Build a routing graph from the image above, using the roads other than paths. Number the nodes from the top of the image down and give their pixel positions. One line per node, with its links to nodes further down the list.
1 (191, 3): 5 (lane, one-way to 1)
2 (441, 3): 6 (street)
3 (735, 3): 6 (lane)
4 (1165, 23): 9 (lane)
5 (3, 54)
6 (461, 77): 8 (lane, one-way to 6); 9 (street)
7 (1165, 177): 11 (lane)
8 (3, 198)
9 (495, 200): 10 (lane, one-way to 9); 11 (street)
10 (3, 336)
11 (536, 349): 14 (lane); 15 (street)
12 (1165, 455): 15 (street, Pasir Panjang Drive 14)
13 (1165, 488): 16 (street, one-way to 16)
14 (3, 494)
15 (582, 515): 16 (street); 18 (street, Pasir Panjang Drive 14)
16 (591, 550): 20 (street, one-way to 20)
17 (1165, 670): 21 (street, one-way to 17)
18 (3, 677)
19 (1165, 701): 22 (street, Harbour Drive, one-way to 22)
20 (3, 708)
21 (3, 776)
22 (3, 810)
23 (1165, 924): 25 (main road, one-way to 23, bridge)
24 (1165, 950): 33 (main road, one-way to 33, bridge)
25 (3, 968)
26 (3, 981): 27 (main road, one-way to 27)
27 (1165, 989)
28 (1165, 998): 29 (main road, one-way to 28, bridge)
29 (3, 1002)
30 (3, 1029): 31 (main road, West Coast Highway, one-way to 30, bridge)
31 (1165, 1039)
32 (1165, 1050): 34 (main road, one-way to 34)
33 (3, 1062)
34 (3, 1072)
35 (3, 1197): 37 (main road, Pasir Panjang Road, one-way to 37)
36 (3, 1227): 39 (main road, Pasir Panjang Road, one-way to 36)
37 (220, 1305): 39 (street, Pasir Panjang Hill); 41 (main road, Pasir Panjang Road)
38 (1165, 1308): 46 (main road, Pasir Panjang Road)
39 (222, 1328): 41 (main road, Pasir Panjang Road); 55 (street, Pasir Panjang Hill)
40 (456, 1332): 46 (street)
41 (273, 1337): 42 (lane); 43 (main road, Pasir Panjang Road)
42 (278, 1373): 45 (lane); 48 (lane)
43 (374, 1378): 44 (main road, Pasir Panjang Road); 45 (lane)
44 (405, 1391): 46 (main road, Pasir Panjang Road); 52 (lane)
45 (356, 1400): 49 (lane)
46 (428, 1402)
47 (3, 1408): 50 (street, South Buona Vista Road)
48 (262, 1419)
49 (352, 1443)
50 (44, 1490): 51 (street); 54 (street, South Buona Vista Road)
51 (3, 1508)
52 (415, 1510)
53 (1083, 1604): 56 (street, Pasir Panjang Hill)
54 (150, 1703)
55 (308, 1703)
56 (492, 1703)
++++++++++
INSTRUCTIONS TO FOLLOW
Pull every line containing the word "lane" out of the material and copy it.

EXERCISE OUTPUT
1 (191, 3): 5 (lane, one-way to 1)
3 (735, 3): 6 (lane)
4 (1165, 23): 9 (lane)
6 (461, 77): 8 (lane, one-way to 6); 9 (street)
7 (1165, 177): 11 (lane)
9 (495, 200): 10 (lane, one-way to 9); 11 (street)
11 (536, 349): 14 (lane); 15 (street)
41 (273, 1337): 42 (lane); 43 (main road, Pasir Panjang Road)
42 (278, 1373): 45 (lane); 48 (lane)
43 (374, 1378): 44 (main road, Pasir Panjang Road); 45 (lane)
44 (405, 1391): 46 (main road, Pasir Panjang Road); 52 (lane)
45 (356, 1400): 49 (lane)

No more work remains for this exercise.